Friday, 19 February 2010

The Terror Dream


Susan Faludi's The Terror Dream: Fear and Fantasy in Post 9/11 America is interesting. Not as good, in my opinion, as Backlash, but still worth reading. It analyses the media's reaction to 9/11 and how almost before the ashes were cold the attacks were interpreted as being attacks on domestic life in America and were in some quarters attributed to feminists. If feminists hadn't 'weakened' America then the attacks would not have happened. Overnight influential female commentators were removed from all sections of the media.

Faludi shows how there was an upsurge in apparent interest in domesticity. Women were said to be giving up their high powered jobs and returning to the home - leaving the dangerous work to the men. It was as though men could only be heroes if women were wimps and needed protecting. No one wanted to interview the widowers of 9/11 victims - it was all about the widows of hero fire fighters. Once those same widows started making new lives for themselves they were criticised by the media as though they should remain forever in the slough of despond.
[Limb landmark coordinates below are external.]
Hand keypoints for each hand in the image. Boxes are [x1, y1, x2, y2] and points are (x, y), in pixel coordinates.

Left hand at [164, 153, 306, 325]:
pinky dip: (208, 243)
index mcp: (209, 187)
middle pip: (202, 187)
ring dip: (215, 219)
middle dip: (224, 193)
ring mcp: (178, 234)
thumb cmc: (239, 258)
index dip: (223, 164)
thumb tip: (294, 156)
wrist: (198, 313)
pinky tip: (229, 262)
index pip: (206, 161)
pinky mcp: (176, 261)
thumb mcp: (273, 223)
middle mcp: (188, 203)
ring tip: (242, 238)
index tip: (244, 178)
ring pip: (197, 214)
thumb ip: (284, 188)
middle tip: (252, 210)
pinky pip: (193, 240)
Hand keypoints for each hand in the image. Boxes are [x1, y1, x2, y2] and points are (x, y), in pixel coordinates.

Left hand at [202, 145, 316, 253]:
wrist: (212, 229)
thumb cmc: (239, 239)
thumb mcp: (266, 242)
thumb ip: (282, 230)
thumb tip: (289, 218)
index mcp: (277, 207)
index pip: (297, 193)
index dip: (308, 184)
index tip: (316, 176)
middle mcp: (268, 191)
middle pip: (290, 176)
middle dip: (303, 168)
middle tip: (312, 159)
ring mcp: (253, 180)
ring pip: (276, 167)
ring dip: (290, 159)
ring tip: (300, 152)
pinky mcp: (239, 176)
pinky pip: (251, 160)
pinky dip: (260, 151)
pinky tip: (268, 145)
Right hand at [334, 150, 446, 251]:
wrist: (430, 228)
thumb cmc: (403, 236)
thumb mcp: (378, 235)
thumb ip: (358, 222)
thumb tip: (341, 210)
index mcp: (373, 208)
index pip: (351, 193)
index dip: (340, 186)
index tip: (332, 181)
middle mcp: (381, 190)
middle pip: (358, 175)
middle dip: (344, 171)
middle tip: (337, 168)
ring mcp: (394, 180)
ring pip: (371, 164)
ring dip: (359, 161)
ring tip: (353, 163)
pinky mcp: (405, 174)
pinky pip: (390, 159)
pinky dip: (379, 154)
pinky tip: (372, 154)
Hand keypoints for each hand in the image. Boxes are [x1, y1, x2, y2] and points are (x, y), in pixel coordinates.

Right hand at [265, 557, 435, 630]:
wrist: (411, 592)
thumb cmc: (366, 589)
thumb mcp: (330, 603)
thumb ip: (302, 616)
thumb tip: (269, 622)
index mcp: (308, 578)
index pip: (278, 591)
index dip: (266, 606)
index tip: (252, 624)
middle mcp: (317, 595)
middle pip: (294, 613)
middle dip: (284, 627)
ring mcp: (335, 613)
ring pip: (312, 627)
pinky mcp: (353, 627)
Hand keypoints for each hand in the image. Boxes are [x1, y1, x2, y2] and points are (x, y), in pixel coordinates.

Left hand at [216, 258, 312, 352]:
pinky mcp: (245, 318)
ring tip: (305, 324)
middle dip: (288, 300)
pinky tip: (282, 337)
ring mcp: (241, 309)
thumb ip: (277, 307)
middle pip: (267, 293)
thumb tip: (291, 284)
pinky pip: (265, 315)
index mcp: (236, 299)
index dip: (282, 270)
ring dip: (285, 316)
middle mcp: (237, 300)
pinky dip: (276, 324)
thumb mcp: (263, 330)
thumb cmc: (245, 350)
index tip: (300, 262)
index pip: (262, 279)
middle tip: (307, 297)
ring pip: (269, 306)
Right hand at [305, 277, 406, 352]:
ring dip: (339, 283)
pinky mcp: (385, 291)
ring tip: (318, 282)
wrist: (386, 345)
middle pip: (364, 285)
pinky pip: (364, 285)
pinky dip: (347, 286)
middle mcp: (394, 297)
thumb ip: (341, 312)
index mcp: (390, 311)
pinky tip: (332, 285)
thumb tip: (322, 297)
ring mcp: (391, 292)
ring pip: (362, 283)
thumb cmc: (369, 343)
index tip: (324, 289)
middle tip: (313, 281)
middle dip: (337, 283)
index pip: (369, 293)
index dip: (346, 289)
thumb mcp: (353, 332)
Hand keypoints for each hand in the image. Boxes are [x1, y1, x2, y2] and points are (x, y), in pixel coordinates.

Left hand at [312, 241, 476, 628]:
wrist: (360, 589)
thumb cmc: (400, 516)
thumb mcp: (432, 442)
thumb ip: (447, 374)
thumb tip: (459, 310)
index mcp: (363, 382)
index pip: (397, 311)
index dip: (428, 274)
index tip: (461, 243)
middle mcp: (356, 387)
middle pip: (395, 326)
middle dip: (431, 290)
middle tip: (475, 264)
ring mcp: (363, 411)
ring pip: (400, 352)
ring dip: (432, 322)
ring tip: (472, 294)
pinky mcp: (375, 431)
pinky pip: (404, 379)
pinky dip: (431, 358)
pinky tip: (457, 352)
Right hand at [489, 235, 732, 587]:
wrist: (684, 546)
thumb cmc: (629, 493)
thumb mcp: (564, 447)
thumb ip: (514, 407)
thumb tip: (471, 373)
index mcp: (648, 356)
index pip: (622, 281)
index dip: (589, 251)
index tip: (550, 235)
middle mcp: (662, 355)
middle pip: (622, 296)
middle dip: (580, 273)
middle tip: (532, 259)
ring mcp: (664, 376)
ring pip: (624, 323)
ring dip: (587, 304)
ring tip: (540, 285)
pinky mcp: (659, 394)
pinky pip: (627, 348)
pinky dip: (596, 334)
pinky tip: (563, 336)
No one mentioned the women and children killed in the attacks or that most of those rescued actually rescued themselves with no help from anyone else.

The second half of the book examines America's early history and shows how the female early settlers were more feisty and self reliant than has generally been supposed. Women kidnapped by Indians either succeeded in rescuing themselves by fair means or foul or preferred to make a life with their 'captors' rather than returning to their Puritan communities. This history has been rewritten as men being heroic and taking care of everyone - even though many men fled in the opposite direction at the first sight of a tomahawk leaving women and children to fend for themselves.

The book concludes that America needs to examine its prevailing myth of men being heroes and women being damsels in distress as this will not wash in the modern world.